- **Exercise directions**
Copy every line of the data that includes the string "Березовская".
Provided material START
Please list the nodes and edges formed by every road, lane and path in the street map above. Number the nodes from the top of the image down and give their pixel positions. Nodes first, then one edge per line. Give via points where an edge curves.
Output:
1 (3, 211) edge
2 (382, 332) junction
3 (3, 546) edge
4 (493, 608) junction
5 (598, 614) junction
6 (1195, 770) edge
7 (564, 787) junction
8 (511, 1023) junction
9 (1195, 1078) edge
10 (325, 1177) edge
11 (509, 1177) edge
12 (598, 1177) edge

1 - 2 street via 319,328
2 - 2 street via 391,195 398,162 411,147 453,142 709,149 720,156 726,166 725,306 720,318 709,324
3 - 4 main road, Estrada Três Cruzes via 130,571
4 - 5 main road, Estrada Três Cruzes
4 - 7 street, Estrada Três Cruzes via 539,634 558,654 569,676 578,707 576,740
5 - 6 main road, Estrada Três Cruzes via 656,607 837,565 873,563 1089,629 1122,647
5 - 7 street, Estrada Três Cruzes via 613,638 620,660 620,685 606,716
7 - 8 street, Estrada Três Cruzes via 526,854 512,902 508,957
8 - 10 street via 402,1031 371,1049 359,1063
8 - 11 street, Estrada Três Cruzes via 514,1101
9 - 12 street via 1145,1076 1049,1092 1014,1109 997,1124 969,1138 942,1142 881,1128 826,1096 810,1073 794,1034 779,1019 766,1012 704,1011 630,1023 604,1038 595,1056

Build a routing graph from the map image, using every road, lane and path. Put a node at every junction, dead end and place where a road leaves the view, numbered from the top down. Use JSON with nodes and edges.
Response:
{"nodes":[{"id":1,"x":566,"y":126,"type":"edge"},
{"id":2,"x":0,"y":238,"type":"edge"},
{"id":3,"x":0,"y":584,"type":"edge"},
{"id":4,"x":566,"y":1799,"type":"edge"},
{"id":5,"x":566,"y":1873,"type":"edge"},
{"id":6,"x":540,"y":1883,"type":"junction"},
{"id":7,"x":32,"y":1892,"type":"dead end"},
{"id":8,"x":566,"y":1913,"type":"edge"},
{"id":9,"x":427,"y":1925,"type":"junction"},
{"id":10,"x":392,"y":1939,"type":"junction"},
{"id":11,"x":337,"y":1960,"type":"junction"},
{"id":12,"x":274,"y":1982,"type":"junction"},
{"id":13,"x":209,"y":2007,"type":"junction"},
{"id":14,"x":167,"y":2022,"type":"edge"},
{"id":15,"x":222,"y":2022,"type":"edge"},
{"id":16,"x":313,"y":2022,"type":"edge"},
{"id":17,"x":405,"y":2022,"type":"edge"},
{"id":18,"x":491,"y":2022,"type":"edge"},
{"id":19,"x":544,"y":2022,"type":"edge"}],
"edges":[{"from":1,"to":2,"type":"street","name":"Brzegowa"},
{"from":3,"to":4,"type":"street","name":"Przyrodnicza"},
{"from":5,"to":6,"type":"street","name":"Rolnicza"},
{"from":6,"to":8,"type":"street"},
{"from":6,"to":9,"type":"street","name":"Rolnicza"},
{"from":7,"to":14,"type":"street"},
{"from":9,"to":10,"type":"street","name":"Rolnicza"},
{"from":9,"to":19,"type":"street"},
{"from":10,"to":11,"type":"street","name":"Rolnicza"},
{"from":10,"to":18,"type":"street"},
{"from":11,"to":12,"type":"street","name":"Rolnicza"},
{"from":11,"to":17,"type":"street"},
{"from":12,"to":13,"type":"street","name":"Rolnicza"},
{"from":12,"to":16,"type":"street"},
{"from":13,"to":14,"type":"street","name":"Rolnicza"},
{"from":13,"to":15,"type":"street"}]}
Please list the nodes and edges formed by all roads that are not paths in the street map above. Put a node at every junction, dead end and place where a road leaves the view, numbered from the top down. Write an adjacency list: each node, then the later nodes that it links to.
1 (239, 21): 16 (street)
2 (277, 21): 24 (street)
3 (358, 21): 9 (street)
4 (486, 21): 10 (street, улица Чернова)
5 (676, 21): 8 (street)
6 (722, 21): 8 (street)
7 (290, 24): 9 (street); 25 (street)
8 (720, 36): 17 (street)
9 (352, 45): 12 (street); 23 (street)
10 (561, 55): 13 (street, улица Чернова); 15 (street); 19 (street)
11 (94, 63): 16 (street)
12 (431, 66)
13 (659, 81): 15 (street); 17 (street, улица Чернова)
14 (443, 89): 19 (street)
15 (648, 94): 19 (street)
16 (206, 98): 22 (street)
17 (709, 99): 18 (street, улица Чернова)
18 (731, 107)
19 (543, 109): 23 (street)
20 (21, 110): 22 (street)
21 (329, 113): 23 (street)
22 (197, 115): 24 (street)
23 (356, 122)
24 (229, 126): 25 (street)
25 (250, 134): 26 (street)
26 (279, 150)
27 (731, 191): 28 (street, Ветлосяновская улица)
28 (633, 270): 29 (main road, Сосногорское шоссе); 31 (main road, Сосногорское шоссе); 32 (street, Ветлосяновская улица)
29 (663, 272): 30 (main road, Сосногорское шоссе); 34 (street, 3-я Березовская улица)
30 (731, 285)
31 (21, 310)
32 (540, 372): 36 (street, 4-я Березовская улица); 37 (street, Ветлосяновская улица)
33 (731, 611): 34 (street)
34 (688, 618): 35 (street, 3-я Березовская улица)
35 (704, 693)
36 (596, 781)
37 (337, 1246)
Provided material END
- **Your response**
29 (663, 272): 30 (main road, Сосногорское шоссе); 34 (street, 3-я Березовская улица)
32 (540, 372): 36 (street, 4-я Березовская улица); 37 (street, Ветлосяновская улица)
34 (688, 618): 35 (street, 3-я Березовская улица)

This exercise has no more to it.